Now that we have defined a model and a training loop, let’s go ahead and train the model!

LM = LinearModel(2, 2)
loss_train, loss_val = train_model(LM, num_steps = 1000, lr = 0.1)

Now that we’ve trained the model, let’s see how we did on the training set:

fig, ax = plt.subplots(1, 2, figsize = (6, 3))
ax[0].plot(loss_train, c = "steelblue", label = "Training")
ax[0].set(xlabel = "iteration", ylabel = "loss")
plot_classification_data(X_train, y_train, ax[1], clf = LM)
plt.tight_layout()

Yep, that’s logistic regression! We’ve fit a reasonable classifying line, but haven’t captured any nonlinear trend.

Adding A Hidden Layer

In order to model the nonlinearity, let’s add a single hidden layer to our model.

from torch import nn 

class SingleHiddenLayer(nn.Module):

    def __init__(self, num_features, num_labels, num_hidden):
        """
        sets up the model infrastructure
        """
        super().__init__()
    
        self.pipeline = nn.Sequential(
                        nn.Linear(num_features, num_hidden), 
            nn.ReLU(),
            nn.Linear(num_hidden, num_labels)
                    )

    def score(self, x):
        """
        computes scores for each class 
        """
        return self.pipeline(x)

    def predict(self, x): 
        return self.score(x) > 0

Let’s also streamline the process of fitting the model and visualizing the results.

def plot_experiment(model, **kwargs):
    fig, ax = plt.subplots(1, 3, figsize = (9, 3))
    loss_train, loss_val = train_model(model, **kwargs)     
    ax[0].plot(loss_train, c = "steelblue", label = "Training")
    ax[0].plot(loss_val, c = "goldenrod", label = "Validation")
    ax[0].set(xlabel = "Iteration", ylabel = "Loss")
    ax[0].legend()
    plot_classification_data(X_train, y_train, ax[1], clf = model)    
    plot_classification_data(X_val, y_val, ax[2], clf = model, data = "Validation")    
    plt.tight_layout()

LM = SingleHiddenLayer(2, 2, 100)
plot_experiment(LM, num_steps = 5000, lr = 0.2)

We’ve been able to model a nonlinear decision boundary without explicitly constructing a feature map or using kernels. Instead, we learned a helpful feature map as part of the training process.

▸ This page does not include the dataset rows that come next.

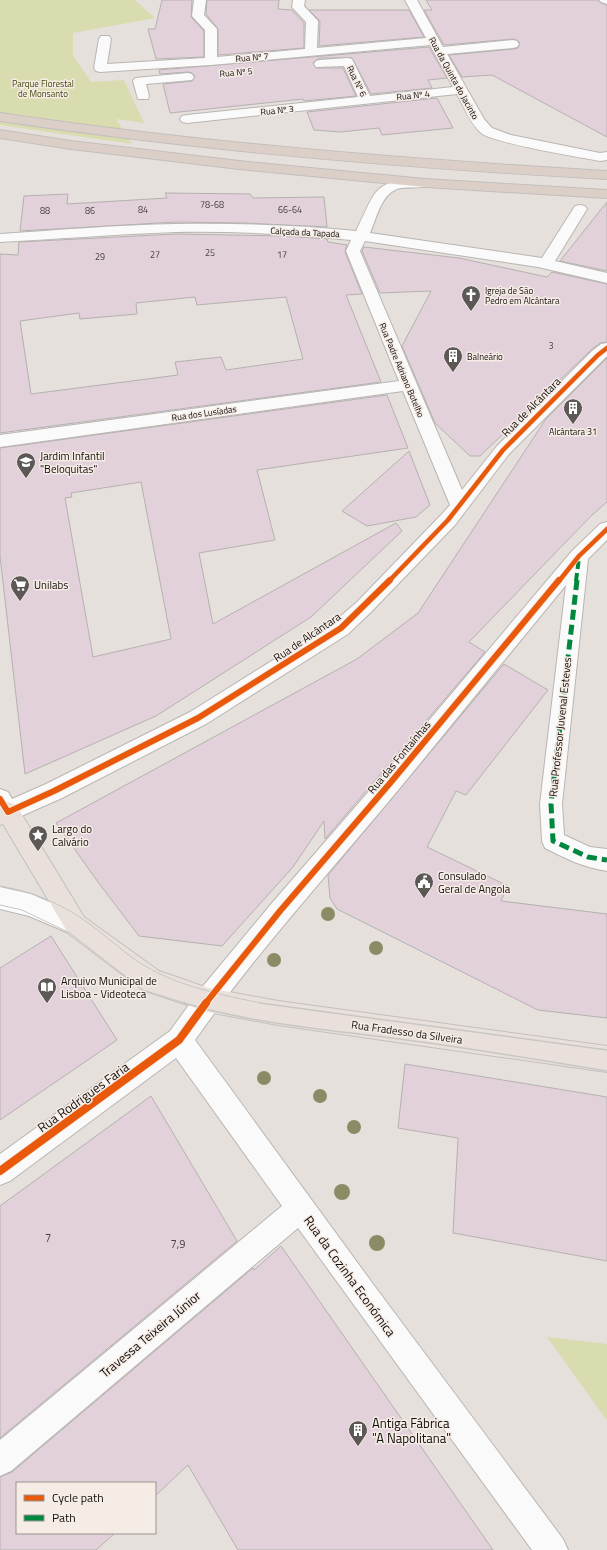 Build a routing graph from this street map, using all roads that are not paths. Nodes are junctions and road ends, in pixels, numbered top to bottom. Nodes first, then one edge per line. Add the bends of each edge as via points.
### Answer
1 (200, 0) edge
2 (298, 0) edge
3 (411, 0) edge
4 (105, 39) dead end
5 (513, 44) dead end
6 (436, 46) junction
7 (311, 52) junction
8 (211, 61) junction
9 (309, 65) dead end
10 (201, 76) dead end
11 (460, 90) junction
12 (143, 96) dead end
13 (366, 100) junction
14 (0, 117) edge
15 (187, 119) dead end
16 (0, 134) edge
17 (607, 156) edge
18 (607, 175) edge
19 (425, 183) junction
20 (607, 194) edge
21 (580, 209) dead end
22 (361, 235) junction
23 (0, 238) edge
24 (546, 264) junction
25 (607, 278) edge
26 (607, 348) edge
27 (409, 385) junction
28 (0, 442) edge
29 (459, 505) junction
30 (606, 530) edge
31 (579, 556) junction
32 (3, 809) edge
33 (607, 860) edge
34 (0, 898) edge
35 (76, 925) junction
36 (208, 1000) junction
37 (179, 1040) junction
38 (607, 1059) edge
39 (0, 1171) edge
40 (301, 1208) junction
41 (0, 1460) edge
42 (552, 1550) edge

1 - 8 street via 198,16 211,29
2 - 7 street via 298,7 312,21
3 - 6 street, Rua da Quinta do Jacinto
4 - 8 street, Rua Nº 7 via 100,68
5 - 6 street, Rua Nº 7
6 - 7 street, Rua Nº 7
6 - 11 street, Rua da Quinta do Jacinto
7 - 8 street, Rua Nº 7
9 - 13 street, Rua Nº 6 via 348,62
10 - 12 street via 139,82
11 - 13 street, Rua Nº 4
11 - 17 street, Rua da Quinta do Jacinto via 478,121 487,131 508,138 600,157
13 - 15 street, Rua Nº 3
14 - 18 highway via 207,145 426,165
16 - 19 highway via 239,165
19 - 20 highway
19 - 22 street via 399,184 388,188 379,196
21 - 24 street
22 - 23 street, Calçada da Tapada via 243,228 175,228
22 - 24 street, Calçada da Tapada
22 - 27 street, Rua Padre Adriano Botelho via 352,251
24 - 25 street, Calçada da Tapada
26 - 29 street, Rua de Alcântara via 503,450
27 - 28 street, Rua dos Lusíadas
27 - 29 street, Rua Padre Adriano Botelho
29 - 32 street, Rua de Alcântara via 448,520 341,628 198,718 54,791
30 - 31 street, Rua das Fontaínhas
31 - 33 street, Rua Professor Juvenal Esteves via 551,804 552,841 588,857
31 - 36 street, Rua das Fontaínhas
32 - 35 main road
34 - 35 street via 31,905
35 - 36 main road, Rua Fradesso da Silveira via 152,981
36 - 37 street
36 - 38 main road, Rua Fradesso da Silveira via 278,1013
37 - 39 street, Rua Rodrigues Faria
37 - 40 street, Rua da Cozinha Económica
40 - 41 street, Travessa Teixeira Júnior
40 - 42 street, Rua da Cozinha Económica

Note that omitting the ReLU layer in the hidden layer will result in a model that is equivalent to the linear model. This is because the composition of two linear functions is itself a linear function. Try it!

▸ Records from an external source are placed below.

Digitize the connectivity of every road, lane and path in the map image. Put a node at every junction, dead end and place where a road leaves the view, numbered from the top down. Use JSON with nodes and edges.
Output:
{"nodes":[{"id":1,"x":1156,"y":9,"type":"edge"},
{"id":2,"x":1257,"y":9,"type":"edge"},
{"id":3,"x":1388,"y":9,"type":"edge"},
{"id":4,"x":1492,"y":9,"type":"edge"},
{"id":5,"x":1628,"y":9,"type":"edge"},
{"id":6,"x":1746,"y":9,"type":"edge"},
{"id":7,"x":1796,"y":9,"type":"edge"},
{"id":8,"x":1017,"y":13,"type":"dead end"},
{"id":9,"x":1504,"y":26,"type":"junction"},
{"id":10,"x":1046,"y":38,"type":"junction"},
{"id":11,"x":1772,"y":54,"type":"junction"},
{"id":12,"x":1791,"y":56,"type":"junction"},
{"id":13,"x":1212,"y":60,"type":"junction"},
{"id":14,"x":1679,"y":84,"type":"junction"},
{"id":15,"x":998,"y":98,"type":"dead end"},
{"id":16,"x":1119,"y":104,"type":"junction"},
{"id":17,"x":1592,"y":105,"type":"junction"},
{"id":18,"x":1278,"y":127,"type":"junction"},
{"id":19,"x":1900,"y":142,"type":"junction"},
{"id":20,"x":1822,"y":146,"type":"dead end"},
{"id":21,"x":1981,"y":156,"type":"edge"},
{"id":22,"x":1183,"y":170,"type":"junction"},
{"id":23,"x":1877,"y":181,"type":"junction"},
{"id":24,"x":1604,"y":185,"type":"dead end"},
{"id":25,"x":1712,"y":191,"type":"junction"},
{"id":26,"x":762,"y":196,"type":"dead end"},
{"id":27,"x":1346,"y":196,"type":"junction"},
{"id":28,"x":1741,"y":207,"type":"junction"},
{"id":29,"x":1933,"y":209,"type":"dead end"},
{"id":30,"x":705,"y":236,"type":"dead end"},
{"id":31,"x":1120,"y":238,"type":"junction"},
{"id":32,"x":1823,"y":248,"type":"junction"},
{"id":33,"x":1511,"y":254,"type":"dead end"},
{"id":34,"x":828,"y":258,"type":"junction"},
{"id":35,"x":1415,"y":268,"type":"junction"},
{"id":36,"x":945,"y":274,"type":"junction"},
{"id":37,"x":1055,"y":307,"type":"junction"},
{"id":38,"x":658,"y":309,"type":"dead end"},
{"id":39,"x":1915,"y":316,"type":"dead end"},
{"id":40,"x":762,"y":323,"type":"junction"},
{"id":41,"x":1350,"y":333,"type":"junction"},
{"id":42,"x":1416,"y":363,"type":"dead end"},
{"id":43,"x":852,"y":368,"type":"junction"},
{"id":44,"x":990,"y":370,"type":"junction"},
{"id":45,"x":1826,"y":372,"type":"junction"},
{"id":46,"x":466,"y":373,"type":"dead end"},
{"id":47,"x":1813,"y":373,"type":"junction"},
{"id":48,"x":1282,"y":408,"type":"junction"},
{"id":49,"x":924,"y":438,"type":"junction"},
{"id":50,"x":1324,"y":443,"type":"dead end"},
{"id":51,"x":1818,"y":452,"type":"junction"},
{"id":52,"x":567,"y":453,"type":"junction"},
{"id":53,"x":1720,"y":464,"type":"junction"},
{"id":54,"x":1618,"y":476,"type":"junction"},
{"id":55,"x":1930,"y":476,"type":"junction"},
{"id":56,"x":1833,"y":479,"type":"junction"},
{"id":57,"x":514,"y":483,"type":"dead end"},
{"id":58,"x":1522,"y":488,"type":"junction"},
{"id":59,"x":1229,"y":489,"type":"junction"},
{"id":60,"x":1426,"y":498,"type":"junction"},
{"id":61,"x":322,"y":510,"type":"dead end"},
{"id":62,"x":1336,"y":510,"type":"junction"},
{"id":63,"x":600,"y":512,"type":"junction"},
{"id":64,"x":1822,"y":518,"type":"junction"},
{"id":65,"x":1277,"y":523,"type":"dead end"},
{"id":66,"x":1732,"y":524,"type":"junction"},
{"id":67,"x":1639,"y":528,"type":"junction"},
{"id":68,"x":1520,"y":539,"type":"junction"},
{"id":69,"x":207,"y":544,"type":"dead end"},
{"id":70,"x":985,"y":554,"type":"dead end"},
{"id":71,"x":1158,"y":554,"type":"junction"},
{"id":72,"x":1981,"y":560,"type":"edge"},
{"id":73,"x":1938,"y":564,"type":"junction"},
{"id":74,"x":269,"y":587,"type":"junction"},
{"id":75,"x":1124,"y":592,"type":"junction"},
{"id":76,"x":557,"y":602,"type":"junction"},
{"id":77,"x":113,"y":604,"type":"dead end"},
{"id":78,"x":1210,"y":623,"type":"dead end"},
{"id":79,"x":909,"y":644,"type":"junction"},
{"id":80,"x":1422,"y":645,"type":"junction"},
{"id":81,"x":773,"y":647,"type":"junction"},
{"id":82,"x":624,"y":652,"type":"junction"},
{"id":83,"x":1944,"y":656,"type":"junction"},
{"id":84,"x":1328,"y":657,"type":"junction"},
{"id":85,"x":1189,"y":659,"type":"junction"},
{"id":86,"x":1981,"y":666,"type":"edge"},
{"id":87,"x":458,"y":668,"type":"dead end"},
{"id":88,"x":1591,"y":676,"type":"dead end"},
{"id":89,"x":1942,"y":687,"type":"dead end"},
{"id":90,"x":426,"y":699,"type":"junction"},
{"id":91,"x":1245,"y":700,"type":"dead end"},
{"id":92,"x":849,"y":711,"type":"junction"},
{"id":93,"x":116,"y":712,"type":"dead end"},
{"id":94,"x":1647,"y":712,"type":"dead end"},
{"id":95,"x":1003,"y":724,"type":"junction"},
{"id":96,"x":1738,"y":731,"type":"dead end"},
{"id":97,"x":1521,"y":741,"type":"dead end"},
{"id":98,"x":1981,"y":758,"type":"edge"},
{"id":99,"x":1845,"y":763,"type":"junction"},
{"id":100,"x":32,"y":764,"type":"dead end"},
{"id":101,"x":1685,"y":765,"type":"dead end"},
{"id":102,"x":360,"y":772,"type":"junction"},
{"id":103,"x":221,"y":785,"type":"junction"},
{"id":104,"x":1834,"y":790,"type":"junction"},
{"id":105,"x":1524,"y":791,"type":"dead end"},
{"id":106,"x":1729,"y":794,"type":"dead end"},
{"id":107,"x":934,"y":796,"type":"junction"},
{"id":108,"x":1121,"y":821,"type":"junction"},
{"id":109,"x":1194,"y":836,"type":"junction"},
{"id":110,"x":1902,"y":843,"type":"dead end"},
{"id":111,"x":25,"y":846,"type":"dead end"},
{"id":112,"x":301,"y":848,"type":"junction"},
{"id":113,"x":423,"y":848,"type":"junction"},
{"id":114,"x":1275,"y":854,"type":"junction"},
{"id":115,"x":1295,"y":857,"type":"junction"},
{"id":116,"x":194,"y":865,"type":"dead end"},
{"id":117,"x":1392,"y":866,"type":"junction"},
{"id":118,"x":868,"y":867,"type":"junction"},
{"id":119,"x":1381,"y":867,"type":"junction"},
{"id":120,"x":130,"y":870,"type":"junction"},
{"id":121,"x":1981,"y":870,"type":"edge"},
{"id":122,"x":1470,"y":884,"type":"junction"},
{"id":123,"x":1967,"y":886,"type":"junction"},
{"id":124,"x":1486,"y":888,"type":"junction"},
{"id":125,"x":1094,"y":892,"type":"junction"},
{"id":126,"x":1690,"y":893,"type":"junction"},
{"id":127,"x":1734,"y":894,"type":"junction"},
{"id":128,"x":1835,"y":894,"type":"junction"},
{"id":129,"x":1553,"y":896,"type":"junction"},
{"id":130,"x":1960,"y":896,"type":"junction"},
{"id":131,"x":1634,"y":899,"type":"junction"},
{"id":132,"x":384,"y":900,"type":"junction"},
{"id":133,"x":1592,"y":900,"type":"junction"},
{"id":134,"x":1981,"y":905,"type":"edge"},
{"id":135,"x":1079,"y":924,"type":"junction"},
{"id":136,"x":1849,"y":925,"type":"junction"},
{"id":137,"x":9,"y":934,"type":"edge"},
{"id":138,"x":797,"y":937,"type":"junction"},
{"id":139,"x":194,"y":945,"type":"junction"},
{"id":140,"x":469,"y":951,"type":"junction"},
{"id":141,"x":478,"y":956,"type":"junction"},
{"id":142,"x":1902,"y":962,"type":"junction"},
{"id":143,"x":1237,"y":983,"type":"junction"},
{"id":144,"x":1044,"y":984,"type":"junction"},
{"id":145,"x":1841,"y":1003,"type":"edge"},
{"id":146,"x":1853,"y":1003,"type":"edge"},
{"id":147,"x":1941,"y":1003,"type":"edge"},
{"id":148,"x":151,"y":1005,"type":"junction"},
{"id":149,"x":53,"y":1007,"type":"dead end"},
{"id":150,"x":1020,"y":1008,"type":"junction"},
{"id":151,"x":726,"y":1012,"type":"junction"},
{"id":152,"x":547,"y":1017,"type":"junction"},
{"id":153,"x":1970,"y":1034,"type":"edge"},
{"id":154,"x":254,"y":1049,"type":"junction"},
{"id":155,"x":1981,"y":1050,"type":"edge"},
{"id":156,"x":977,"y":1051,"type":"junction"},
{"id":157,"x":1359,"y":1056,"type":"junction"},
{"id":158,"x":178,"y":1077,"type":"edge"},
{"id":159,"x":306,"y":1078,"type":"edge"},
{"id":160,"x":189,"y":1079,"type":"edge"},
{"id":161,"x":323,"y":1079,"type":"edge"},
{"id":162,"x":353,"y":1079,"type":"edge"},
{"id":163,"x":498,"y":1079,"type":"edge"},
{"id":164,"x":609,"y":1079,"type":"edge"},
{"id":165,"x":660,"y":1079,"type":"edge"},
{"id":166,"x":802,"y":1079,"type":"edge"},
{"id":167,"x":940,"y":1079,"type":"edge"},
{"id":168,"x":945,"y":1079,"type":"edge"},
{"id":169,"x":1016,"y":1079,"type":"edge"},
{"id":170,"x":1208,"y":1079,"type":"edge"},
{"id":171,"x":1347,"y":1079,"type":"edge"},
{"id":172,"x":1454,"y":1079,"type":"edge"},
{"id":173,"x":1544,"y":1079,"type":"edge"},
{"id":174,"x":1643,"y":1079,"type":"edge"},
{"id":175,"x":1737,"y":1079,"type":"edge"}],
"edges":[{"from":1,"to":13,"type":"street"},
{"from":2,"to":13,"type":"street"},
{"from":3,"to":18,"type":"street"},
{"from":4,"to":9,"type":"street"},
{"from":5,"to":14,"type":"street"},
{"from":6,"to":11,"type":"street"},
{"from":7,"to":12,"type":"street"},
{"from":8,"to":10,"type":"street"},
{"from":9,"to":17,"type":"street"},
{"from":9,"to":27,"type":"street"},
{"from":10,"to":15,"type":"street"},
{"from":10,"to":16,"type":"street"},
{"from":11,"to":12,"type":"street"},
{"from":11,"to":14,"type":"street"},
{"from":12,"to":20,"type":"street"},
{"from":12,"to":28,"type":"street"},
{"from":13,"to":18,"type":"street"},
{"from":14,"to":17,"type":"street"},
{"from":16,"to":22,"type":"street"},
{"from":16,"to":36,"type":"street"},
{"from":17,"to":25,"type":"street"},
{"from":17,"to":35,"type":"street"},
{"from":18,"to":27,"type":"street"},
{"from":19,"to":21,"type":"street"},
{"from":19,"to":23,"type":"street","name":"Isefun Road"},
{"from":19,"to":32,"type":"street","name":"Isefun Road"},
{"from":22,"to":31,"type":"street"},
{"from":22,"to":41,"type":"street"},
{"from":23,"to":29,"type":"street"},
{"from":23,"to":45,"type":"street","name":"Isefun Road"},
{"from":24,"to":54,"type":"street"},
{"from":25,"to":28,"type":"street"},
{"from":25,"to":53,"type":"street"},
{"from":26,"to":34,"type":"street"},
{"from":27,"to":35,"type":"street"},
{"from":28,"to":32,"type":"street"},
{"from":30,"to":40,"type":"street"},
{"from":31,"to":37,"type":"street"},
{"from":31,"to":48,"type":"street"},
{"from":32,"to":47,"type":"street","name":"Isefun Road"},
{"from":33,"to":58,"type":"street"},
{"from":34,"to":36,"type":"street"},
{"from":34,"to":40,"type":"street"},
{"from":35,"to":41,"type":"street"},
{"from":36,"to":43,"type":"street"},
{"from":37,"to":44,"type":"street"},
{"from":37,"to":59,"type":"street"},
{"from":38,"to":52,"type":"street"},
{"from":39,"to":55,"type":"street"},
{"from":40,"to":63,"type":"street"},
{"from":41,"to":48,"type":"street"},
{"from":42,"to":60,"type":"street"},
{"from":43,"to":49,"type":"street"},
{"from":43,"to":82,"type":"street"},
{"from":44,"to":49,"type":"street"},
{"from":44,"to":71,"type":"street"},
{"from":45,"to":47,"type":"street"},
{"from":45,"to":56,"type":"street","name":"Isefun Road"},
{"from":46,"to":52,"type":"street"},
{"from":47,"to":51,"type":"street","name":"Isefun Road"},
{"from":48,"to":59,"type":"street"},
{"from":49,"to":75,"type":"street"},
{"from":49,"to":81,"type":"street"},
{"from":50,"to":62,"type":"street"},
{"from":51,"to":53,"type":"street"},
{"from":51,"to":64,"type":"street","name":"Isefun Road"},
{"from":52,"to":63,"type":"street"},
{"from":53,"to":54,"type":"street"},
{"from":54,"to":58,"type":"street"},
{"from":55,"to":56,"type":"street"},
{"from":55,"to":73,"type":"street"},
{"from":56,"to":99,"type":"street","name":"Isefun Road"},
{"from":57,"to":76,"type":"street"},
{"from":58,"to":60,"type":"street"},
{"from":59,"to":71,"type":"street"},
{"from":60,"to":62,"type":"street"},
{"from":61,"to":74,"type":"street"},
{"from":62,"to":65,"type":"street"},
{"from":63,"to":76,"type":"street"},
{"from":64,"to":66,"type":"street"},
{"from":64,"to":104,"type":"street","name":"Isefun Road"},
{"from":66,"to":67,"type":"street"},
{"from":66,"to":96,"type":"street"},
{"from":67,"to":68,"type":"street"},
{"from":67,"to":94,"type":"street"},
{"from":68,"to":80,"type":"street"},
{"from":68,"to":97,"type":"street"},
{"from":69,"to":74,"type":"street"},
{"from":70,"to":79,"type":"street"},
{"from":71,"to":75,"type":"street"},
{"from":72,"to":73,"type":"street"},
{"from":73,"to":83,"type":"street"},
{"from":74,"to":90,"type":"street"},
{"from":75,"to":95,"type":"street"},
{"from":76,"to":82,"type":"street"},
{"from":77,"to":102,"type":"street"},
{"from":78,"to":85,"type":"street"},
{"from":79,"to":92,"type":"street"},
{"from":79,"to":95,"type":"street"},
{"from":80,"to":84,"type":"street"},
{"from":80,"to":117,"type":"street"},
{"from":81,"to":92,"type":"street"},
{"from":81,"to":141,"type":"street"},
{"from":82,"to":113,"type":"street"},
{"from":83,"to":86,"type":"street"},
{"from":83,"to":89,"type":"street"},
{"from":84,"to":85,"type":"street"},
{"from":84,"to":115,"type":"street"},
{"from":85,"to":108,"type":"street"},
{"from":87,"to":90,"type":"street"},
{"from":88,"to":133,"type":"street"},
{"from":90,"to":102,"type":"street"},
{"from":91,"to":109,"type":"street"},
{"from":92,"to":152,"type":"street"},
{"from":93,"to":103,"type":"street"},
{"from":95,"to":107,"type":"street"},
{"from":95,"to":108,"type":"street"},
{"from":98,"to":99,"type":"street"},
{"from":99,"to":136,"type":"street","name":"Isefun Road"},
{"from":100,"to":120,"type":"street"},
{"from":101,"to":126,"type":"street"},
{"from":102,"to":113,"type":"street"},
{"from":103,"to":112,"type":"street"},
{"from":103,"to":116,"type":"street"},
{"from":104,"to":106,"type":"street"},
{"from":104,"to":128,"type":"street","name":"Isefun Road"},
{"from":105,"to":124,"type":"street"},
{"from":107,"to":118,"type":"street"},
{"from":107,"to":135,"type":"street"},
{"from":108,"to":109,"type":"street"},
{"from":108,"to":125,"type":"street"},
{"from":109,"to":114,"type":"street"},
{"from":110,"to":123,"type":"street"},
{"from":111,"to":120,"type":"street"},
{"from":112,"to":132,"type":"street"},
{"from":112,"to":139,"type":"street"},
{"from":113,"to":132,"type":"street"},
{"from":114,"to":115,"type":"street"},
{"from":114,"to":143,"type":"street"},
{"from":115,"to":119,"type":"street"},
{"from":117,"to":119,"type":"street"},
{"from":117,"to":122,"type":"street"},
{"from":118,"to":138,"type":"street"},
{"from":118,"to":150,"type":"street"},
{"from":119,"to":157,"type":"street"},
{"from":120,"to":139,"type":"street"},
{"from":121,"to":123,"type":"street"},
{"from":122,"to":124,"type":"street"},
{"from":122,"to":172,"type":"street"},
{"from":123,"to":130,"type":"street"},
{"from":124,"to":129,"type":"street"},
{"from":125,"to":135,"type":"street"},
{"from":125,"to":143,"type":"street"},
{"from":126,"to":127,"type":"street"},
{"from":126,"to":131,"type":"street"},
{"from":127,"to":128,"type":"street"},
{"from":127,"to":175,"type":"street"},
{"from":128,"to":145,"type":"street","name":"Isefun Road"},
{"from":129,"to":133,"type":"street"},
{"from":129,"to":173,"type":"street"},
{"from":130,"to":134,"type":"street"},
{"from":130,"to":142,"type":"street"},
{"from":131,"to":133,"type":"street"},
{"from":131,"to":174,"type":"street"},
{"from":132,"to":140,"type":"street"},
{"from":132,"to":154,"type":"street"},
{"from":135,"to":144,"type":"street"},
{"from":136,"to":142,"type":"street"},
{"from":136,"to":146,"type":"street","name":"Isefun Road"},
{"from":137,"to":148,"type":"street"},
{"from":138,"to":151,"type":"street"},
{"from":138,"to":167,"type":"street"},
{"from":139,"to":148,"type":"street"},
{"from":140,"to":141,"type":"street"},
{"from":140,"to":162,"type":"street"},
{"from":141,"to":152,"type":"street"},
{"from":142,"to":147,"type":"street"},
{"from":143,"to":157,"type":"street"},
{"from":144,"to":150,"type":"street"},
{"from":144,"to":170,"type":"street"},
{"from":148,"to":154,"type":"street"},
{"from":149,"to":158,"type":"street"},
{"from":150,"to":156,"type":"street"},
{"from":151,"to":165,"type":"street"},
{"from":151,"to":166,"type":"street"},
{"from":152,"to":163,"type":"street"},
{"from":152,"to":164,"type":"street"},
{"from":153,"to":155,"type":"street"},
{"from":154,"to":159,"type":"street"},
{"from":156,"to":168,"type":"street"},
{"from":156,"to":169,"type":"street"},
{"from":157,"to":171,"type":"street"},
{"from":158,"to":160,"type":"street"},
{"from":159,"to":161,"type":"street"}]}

What if we wanted Even More Layers? We can easily do this just by adding more layers inside the pipeline.

from torch import nn 

class FullyConnectedStack(nn.Module):

    def __init__(self, num_features, num_labels):
        """
        sets up the model infrastructure
        """
        super().__init__()
    
        self.pipeline = nn.Sequential(
                        nn.Linear(num_features, 50), 
            nn.ReLU(),
            nn.Linear(50, 10), 
            nn.ReLU(),
            nn.Linear(10, num_labels)
                    )

    def score(self, x):
        """
        computes scores for each class 
        """
        return self.pipeline(x)

    def predict(self, x): 
        return self.score(x) > 0

As usual, adding more layers can help us model more complex patterns in the data, but also increases the risk of overfitting.

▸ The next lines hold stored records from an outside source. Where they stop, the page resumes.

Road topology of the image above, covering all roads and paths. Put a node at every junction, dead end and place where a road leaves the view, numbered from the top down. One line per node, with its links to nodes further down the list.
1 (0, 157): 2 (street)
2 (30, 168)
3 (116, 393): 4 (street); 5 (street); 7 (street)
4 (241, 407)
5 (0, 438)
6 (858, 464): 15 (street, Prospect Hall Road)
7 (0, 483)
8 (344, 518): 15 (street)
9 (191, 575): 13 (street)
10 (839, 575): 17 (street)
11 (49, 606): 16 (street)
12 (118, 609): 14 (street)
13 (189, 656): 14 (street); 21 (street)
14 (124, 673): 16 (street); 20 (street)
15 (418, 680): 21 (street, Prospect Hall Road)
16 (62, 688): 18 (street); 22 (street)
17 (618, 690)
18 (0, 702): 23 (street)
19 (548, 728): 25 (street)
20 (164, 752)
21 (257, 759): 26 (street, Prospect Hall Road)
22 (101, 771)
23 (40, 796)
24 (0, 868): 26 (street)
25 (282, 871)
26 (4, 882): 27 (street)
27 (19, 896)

LM = FullyConnectedStack(2, 2)
plot_experiment(LM, num_steps = 10000, lr = 0.05, momentum = 0.8)

Looking Ahead

So far, we have seen that a single hidden layer can help us learn nonlinear decision boundaries in data, without the need to construct handmade features or use kernel methods. However, we now have a wide range of both theoretical and practical questions ahead of us.

Are these models still convex? Can I still use gradient descent?
Isn’t it hard to compute gradients for these more complicated models? How does anyone keep track of all the calculus?
How many layers should I use in my models? How large should the matrices be?
How should I adapt my models when I am working with specific kinds of data, such as text, images, or audio?
How should I guard against overfitting as my models get progressively more complex?